The leading trainer thinks some of the festival days at Fairyhouse and Punchestown can be saved by running them on the same week some time in May.
Elliott said: "We are still planning for Punchestown until we are told otherwise. What else can we do? I do think we need to put our heads together and come up with a way of finishing the jumps season if at all possible.
"My suggestion would be to have three days of Punchestown and one or two days from Fairyhouse's Easter meeting and run them some time in May on the same week if we can. I think most of the industry would be satisfied with a plan like that."
The HRI board held a meeting on Wednesday morning to discuss the implications of Tuesday's decision to stop all sporting events and revealed that negotiations are underway with the Irish government to agree financial support for those in the industry who have been affected by the temporary postponement of racing.
"The board have asked Jason Morris [HRI director of racing] to review the fixture loss implications and the various options of possible rescheduling of those lost meetings and come back to us with suggestions at the next board meeting to be held next Wednesday," said HRI chief executive Brian Kavanagh.
He added: "Our policy has always been to look for scope to reschedule meetings if at all possible and this will be the case in this situation too.

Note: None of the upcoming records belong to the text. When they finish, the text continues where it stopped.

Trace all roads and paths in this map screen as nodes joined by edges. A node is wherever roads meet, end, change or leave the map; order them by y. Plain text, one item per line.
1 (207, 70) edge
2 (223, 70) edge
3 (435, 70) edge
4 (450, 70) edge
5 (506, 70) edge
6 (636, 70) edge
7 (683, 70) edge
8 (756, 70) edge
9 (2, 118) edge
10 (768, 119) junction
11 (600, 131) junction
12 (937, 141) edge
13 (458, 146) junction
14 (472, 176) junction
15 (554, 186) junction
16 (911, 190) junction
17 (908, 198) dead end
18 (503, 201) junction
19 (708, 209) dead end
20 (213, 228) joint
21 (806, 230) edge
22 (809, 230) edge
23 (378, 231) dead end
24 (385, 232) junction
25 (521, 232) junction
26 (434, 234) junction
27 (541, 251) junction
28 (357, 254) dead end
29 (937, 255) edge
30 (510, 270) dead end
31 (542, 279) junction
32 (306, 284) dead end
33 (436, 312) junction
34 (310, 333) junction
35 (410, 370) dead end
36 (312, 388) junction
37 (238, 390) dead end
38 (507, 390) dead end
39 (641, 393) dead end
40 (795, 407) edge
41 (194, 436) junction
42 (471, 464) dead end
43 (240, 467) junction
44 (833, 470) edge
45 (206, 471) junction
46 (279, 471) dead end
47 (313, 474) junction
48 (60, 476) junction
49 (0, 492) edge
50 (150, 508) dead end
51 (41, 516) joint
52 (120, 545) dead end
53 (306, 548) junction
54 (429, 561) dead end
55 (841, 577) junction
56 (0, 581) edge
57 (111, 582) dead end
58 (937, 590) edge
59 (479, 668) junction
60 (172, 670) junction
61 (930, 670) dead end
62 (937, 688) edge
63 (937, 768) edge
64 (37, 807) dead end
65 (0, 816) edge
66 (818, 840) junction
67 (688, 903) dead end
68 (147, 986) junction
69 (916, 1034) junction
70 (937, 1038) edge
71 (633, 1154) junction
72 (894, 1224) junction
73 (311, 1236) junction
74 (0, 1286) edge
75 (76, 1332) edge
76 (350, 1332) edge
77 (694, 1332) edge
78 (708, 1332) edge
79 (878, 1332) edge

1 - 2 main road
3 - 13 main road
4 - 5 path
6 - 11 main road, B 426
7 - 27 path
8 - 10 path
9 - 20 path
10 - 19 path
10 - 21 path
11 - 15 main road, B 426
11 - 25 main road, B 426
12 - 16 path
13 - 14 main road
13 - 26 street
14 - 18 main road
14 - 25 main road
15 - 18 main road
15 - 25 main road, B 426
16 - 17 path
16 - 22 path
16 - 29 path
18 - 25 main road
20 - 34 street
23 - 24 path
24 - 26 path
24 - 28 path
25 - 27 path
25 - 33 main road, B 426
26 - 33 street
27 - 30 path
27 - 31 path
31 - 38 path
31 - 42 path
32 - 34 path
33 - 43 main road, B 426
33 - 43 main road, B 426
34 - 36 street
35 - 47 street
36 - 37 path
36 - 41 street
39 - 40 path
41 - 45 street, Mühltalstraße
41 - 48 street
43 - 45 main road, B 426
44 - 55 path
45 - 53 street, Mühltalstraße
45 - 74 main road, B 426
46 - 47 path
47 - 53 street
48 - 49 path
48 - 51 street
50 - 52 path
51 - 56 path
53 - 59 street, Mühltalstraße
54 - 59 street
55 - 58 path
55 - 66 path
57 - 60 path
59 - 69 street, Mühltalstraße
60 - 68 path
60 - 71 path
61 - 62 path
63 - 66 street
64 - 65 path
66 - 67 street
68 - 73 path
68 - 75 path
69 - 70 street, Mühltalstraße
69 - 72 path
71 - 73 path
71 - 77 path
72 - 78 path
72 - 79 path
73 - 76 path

"Obviously we are unsure when the resumption of racing will happen and in what shape or form when it does resume. That could mean going behind closed doors again and, what we have learnt from the last two weeks, is that racing behind closed doors is doable. There does come a time when rescheduling certain meetings becomes impractical, though, and that is something we will have to consider as well."
"We have run ten race fixtures behind closed doors over the last two weeks through the diligence of key stakeholders in the industry; key personnel in the racecourses, HRI and the IHRB [Irish Horseracing Regulatory Board] staff; the Order of Malta and medical practitioners; and the media.

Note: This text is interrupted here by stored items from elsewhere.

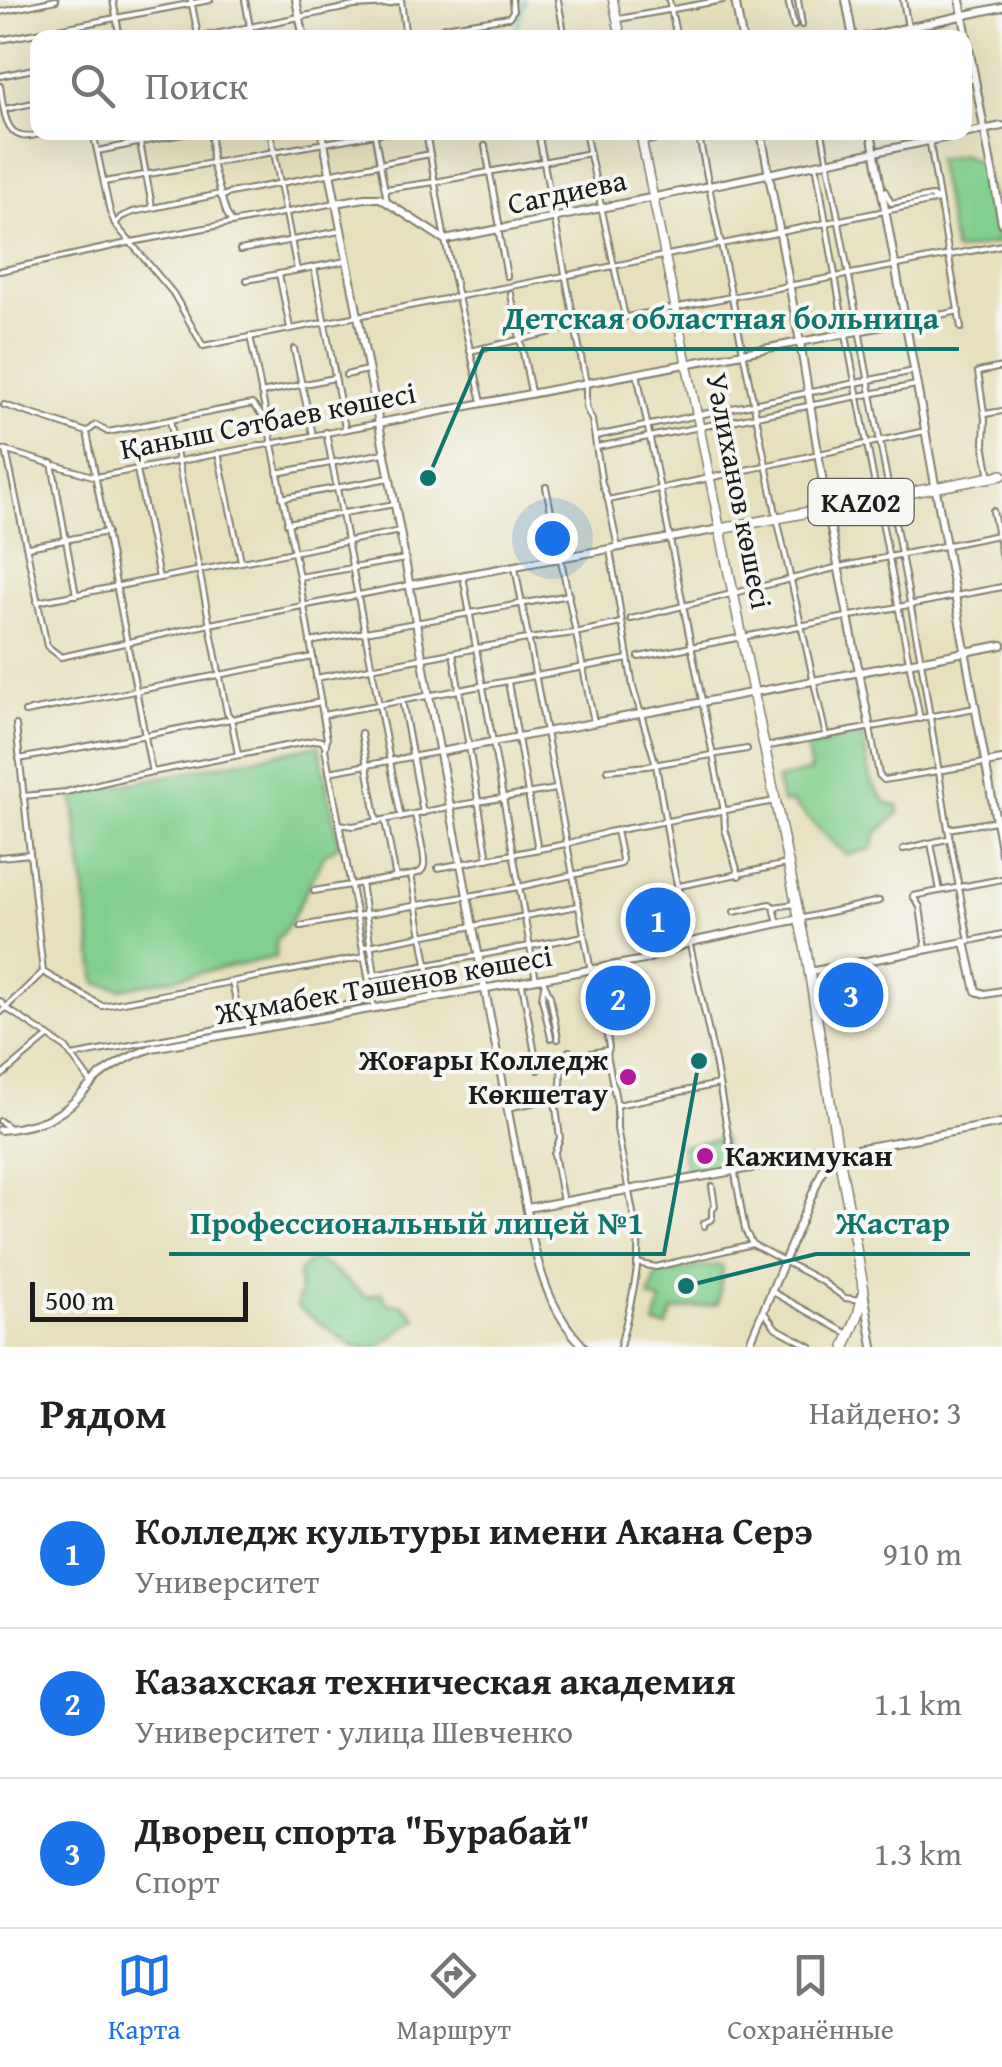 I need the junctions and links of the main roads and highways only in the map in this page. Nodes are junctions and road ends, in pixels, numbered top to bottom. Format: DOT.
graph roads {
  1 [pos="613,0"];
  2 [pos="619,30"];
  3 [pos="642,140"];
  4 [pos="1002,474"];
  5 [pos="720,529"];
  6 [pos="771,779"];
  7 [pos="799,919"];
  8 [pos="845,1347"];
  1 -- 2 [label="main road"];
  3 -- 5 [label="main road, Уәлиханов көшесі"];
  4 -- 5 [label="highway, KАZ02"];
  5 -- 6 [label="highway, Уәлиханов көшесі"];
  6 -- 7 [label="highway"];
  6 -- 7 [label="highway, Уәлиханов көшесі"];
  7 -- 8 [label="highway"];
}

"What this has proven is that race fixtures can be safely staged while at the same time offering some level of business continuity for a crucial rural industry. The vital experience gained from staging these meetings behind closed doors may assist us to return racing as soon as possible. For the immediate future, however, there are more important priorities."
Those more important priorities include trying to secure a series of measures to support the financial, physical and mental wellbeing of industry participants in the current climate.

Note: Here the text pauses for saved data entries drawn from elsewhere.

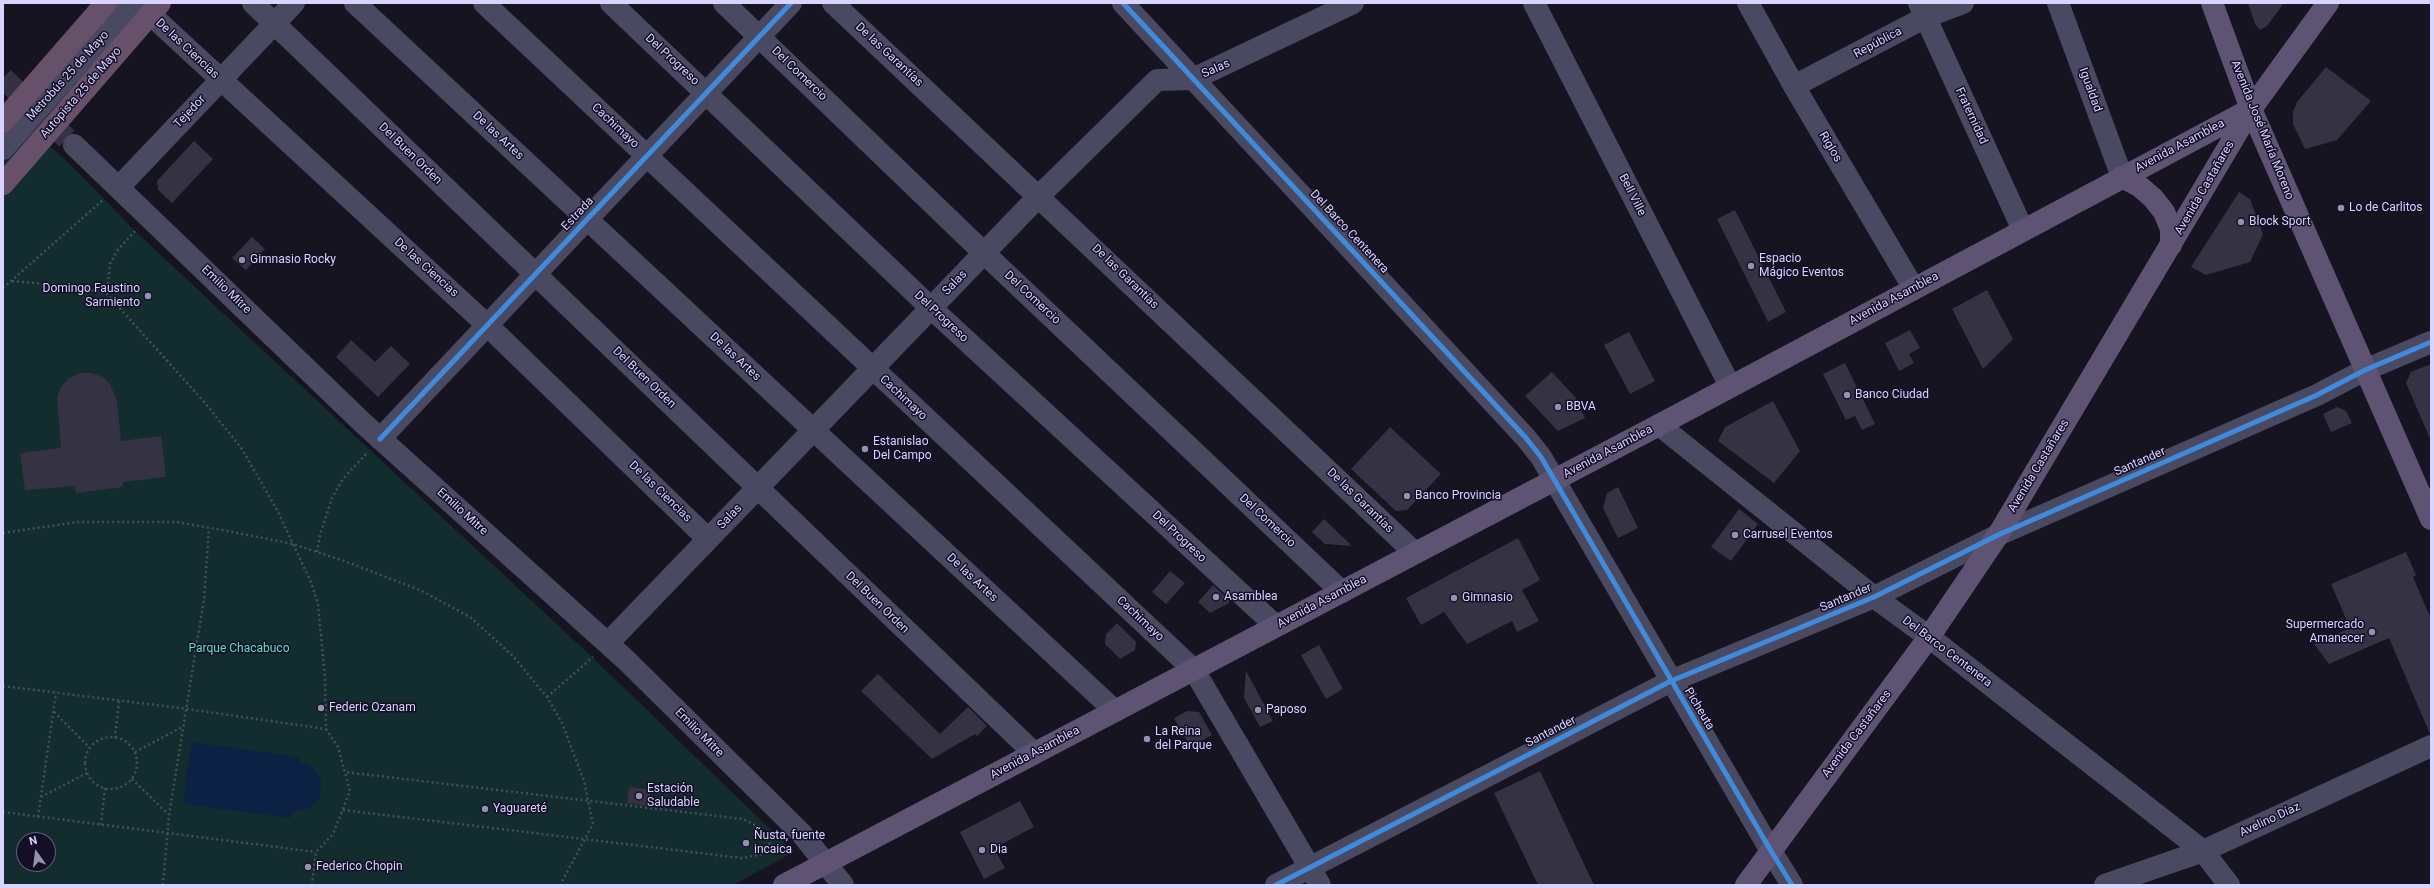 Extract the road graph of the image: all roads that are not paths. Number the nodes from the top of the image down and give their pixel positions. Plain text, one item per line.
1 (106, 3) edge
2 (132, 3) edge
3 (138, 3) edge
4 (160, 3) edge
5 (253, 3) edge
6 (294, 3) edge
7 (355, 3) edge
8 (484, 3) edge
9 (611, 3) edge
10 (724, 3) edge
11 (791, 3) edge
12 (833, 3) edge
13 (1123, 3) edge
14 (1353, 3) edge
15 (1534, 3) edge
16 (1748, 3) edge
17 (1964, 3) edge
18 (2058, 3) edge
19 (2212, 3) edge
20 (2328, 3) edge
21 (1922, 10) edge
22 (1318, 11) edge
23 (274, 24) junction
24 (760, 36) junction
25 (220, 80) junction
26 (1193, 80) junction
27 (1794, 86) junction
28 (706, 93) junction
29 (2251, 109) junction
30 (3, 121) edge
31 (74, 145) tunnel mouth
32 (3, 149) edge
33 (647, 156) junction
34 (2122, 177) junction
35 (3, 184) edge
36 (119, 187) junction
37 (1039, 196) junction
38 (588, 218) junction
39 (2023, 230) junction
40 (2171, 245) junction
41 (984, 253) junction
42 (536, 274) junction
43 (1914, 289) junction
44 (930, 308) junction
45 (487, 325) junction
46 (2431, 342) edge
47 (872, 369) junction
48 (2366, 370) junction
49 (1730, 386) junction
50 (1660, 425) junction
51 (813, 430) junction
52 (380, 439) junction
53 (1554, 480) junction
54 (757, 488) junction
55 (2431, 519) edge
56 (1998, 535) junction
57 (708, 539) junction
58 (1415, 553) junction
59 (1342, 592) junction
60 (1874, 598) junction
61 (1276, 626) junction
62 (1929, 637) junction
63 (608, 643) junction
64 (1194, 670) junction
65 (1671, 681) junction
66 (1115, 711) junction
67 (2431, 746) edge
68 (1034, 754) junction
69 (1770, 851) junction
70 (2203, 851) junction
71 (827, 862) junction
72 (1315, 876) edge
73 (784, 885) edge
74 (843, 885) edge
75 (1276, 885) edge
76 (1746, 885) edge
77 (1792, 885) edge
78 (2105, 885) edge
79 (2229, 885) edge

1 - 30 highway, bridge
2 - 32 street, Metrobús 25 de Mayo, bridge
3 - 25 street, De las Ciencias
4 - 35 highway, Autopista 25 de Mayo, bridge
5 - 23 street, Del Buen Orden
6 - 23 street, Tejedor
7 - 38 street, De las Artes
8 - 33 street, Cachimayo
9 - 28 street, Del Progreso
10 - 24 street, Del Comercio
11 - 24 street, Estrada
12 - 37 street, De las Garantías
13 - 26 street, Del Barco Centenera
14 - 22 street, Salas
15 - 49 street, Bell Ville
16 - 27 street, Riglos
17 - 21 street, República
18 - 34 street, Igualdad
19 - 29 main road, Avenida José María Moreno
20 - 29 main road, Avenida Asamblea
21 - 27 street, República
21 - 39 street, Fraternidad
22 - 26 street, Salas
23 - 25 street, Tejedor
23 - 42 street, Del Buen Orden
24 - 28 street, Estrada
24 - 41 street, Del Comercio
25 - 36 street, Tejedor
25 - 45 street, De las Ciencias
26 - 37 street, Salas
26 - 53 street, Del Barco Centenera
27 - 43 street, Riglos
28 - 33 street, Estrada
28 - 44 street, Del Progreso
29 - 34 main road, Avenida Asamblea
29 - 40 main road, Avenida Castañares
29 - 48 main road, Avenida José María Moreno
31 - 36 street, Emilio Mitre
33 - 38 street, Estrada
33 - 47 street, Cachimayo
34 - 39 main road, Avenida Asamblea
34 - 40 main road
36 - 52 street, Emilio Mitre
37 - 41 street, Salas
37 - 58 street, De las Garantías
38 - 42 street, Estrada
38 - 51 street, De las Artes
39 - 43 main road, Avenida Asamblea
40 - 56 main road, Avenida Castañares
41 - 44 street, Salas
41 - 59 street, Del Comercio
42 - 45 street, Estrada
42 - 54 street, Del Buen Orden
43 - 49 main road, Avenida Asamblea
44 - 47 street, Salas
44 - 61 street, Del Progreso
45 - 52 street, Estrada
45 - 57 street, De las Ciencias
46 - 48 street, Santander
47 - 51 street, Salas
47 - 64 street, Cachimayo
48 - 55 main road, Avenida José María Moreno
48 - 56 street, Santander
49 - 50 main road, Avenida Asamblea
50 - 53 main road, Avenida Asamblea
50 - 60 street, Del Barco Centenera
51 - 54 street, Salas
51 - 66 street, De las Artes
52 - 63 street, Emilio Mitre
53 - 58 main road, Avenida Asamblea
53 - 65 street, Picheuta
54 - 57 street, Salas
54 - 68 street, Del Buen Orden
56 - 60 street, Santander
56 - 62 main road, Avenida Castañares
57 - 63 street, Salas
58 - 59 main road, Avenida Asamblea
59 - 61 main road, Avenida Asamblea
60 - 62 street, Del Barco Centenera
60 - 65 street, Santander
61 - 64 main road, Avenida Asamblea
62 - 69 main road, Avenida Castañares
62 - 70 street, Del Barco Centenera
63 - 71 street, Emilio Mitre
64 - 66 main road, Avenida Asamblea
64 - 72 street, Cachimayo
65 - 69 street, Picheuta
65 - 72 street, Santander
66 - 68 main road, Avenida Asamblea
67 - 70 street, Avelino Díaz
68 - 71 main road, Avenida Asamblea
69 - 76 main road, Avenida Castañares
69 - 77 street, Picheuta
70 - 78 street, Avelino Díaz
70 - 79 street, Del Barco Centenera
71 - 73 main road, Avenida Asamblea
71 - 74 street, Emilio Mitre
72 - 75 street, Santander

Kavanagh said: "Similar to most industries, the racing and breeding sector will have to look forward now. We will continue our engagement with government around the supports that are available for the many people in our industry who have now lost their jobs and whose earning capacity has dramatically reduced. Racing and breeding supports almost 29,000 full-time employees – mostly in rural Ireland – and a sustained period without racing impacts thousands of those jobs.
"When racing went behind closed doors, many staff including bookmakers, Tote staff, catering staff and other racecourse service providers stopped earning. As of yesterday's stoppage, many others including jockeys, trainers, stable staff, media and many other service providers joined that list.
"In the long term, a cessation of racing has major financial implications for racecourses, sales companies breeders and betting organisations such as the Tote. Supports will be necessary for each of these areas and HRI will work with all parties to achieve this."
During the meeting on Wednesday, the HRI board expressed its full and ongoing support to the efforts of the government to fight the transmission of Covid-19 and pledged the input of racing's personnel and infrastructure to assist as necessary. Cork racecourse will be used as a testing centre from Thursday.
HRI chairman Nicky Hartery said: "What is most important is that as a country we do all we can individually and collectively to fight the transmission of Covid-19 and focus on our health, ensuring that resources such as medical facilities and personnel are allocated where the need is most.
"We have consistently said that racing's facilities are at the disposal of the government. Yesterday [Tuesday], the HSE [Health Service Executive] began preparations to use Cork Racecourse in Mallow as a much-needed testing centre for the virus and the centre will be operational from tomorrow.
"HRI will be working with the HSE and the government to identify other elements of racing's personnel and infrastructure that could be used in the co-ordinated reaction to the crisis."